Une nouvelle coalition de l’opposition togolaise a vu le jour ce lundi 13 avril 2026 sous l’appellation de Cadre de Réflexion et d’Action pour le Changement (CRAC). Elle regroupe plusieurs formations politiques, notamment l’ANC, les FDR, le PSR et l’ADDI, aux côtés d’organisations de la société civile dont le Front Citoyen Togo Debout.
Dès sa première sortie médiatique, le CRAC a annoncé un « grand meeting » prévu le 9 mai prochain à Lomé. Objectif : mobiliser les citoyens contre la nouvelle Constitution de la Ve République, tout en dénonçant la corruption, l’impunité et la gouvernance actuelle.
Mais au-delà de l’annonce, une question s’impose : cette coalition incarne-t-elle un véritable renouveau ou s’inscrit-elle dans la continuité d’initiatives passées restées sans lendemain ?

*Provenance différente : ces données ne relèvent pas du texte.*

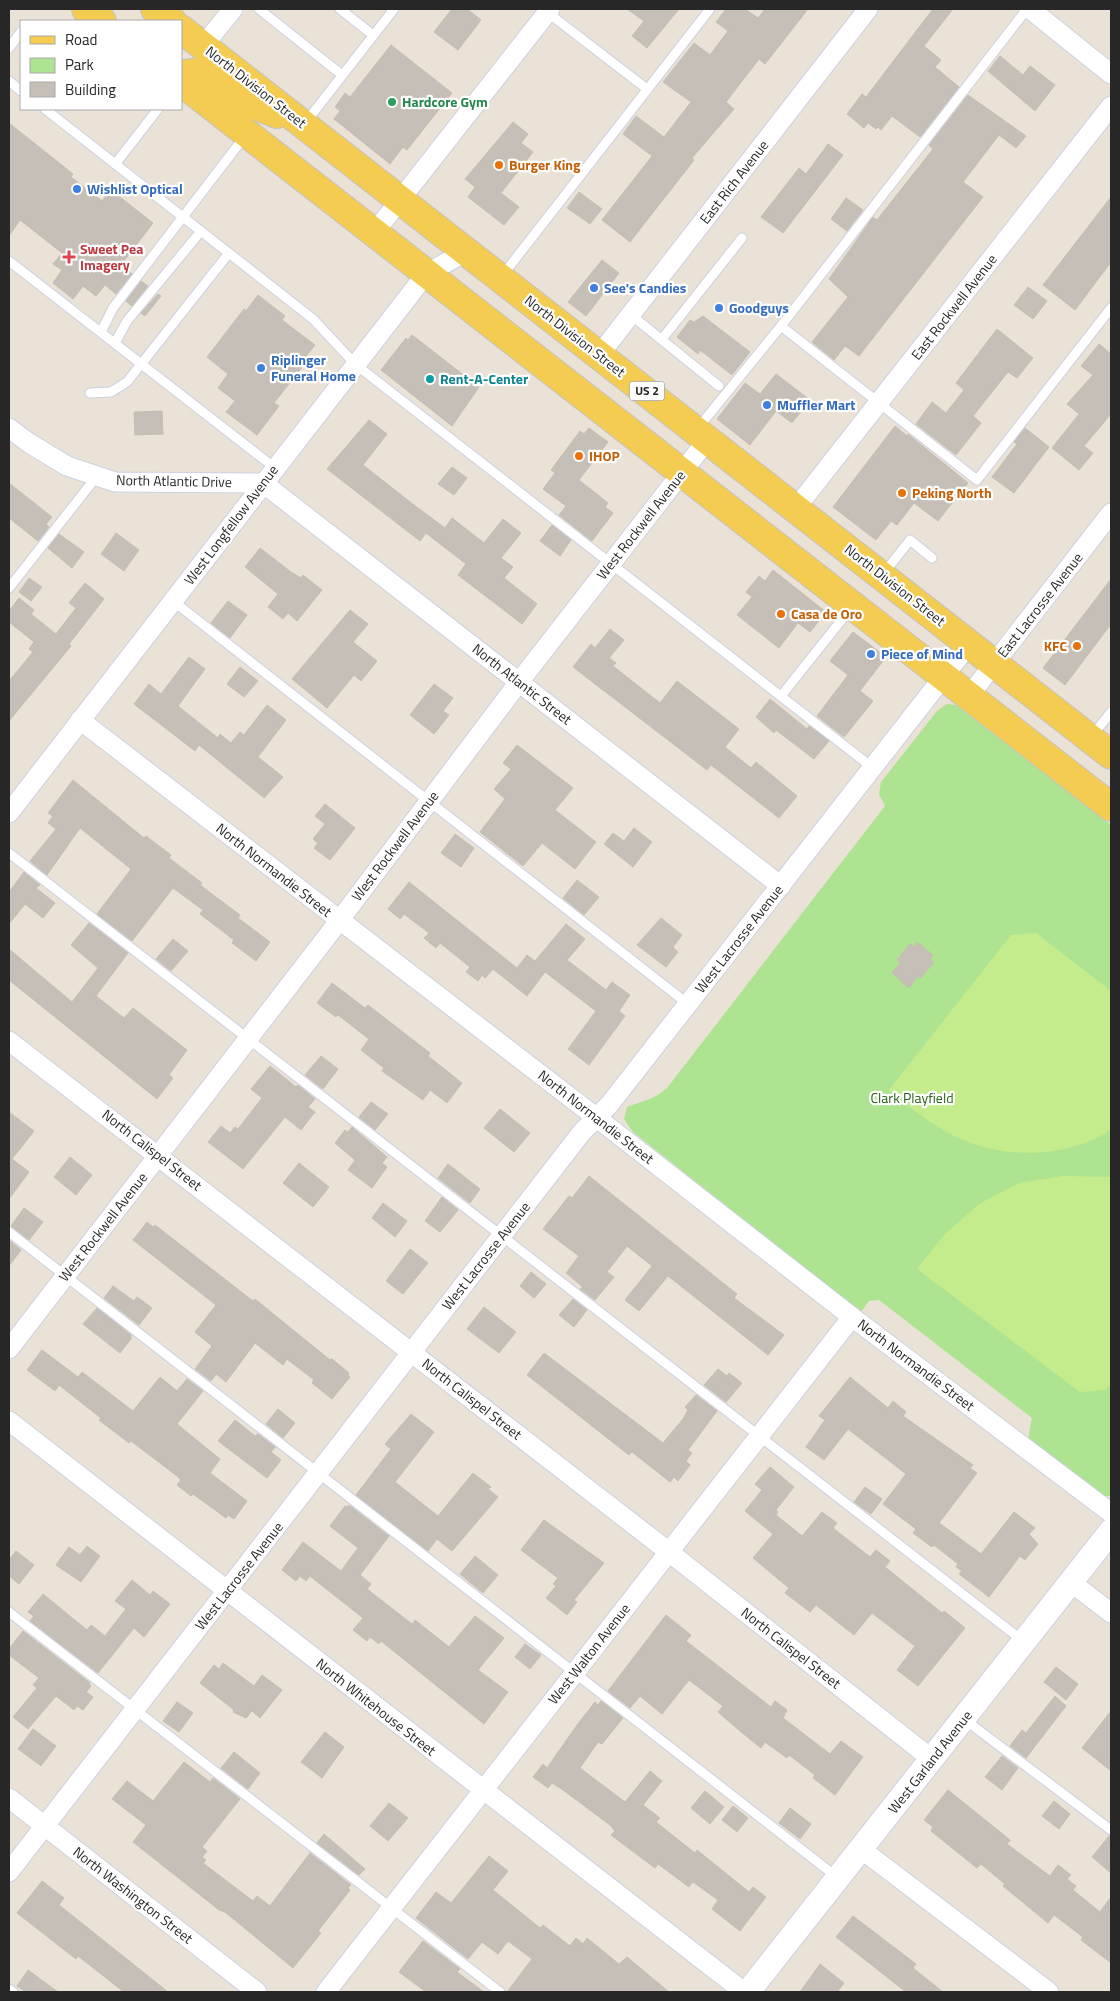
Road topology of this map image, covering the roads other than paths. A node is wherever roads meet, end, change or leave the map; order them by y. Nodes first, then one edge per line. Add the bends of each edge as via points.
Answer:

L’histoire politique récente du Togo interpelle. Des regroupements similaires, à l’image du Collectif Sauvons le Togo (CST) ou de la coalition C14 avaient suscité une forte mobilisation populaire avant de s’essouffler, minés par des rivalités internes et un manque de stratégie commune.
Aujourd’hui, le contexte semble encore plus complexe pour l’opposition. Le parti au pouvoir, UNIR, détient une majorité écrasante à l’Assemblée nationale ainsi que dans les collectivités territoriales. Cette domination limite considérablement la marge de manœuvre des partis adverses, dont certains peinent même à exister sur le plan institutionnel.
La nouvelle architecture politique issue de la Ve République renforce davantage cette réalité. Désormais, le chef de l’exécutif est désigné par les députés, un mécanisme qui réduit les perspectives d’alternance dans un Parlement largement acquis au parti au pouvoir.
Dans ce contexte, le CRAC devra relever plusieurs défis majeurs : maintenir l’unité de ses composantes, proposer une stratégie claire et durable, et surtout convaincre une opinion publique parfois désabusée par les échecs passés de l’opposition.
Le meeting annoncé à Lomé constituera à cet égard un premier test de crédibilité et de mobilisation. Il permettra de mesurer la capacité de cette nouvelle coalition à fédérer au-delà des cercles militants habituels.
Entre espoir de renouveau et risque de répétition des erreurs du passé, le CRAC est attendu au tournant.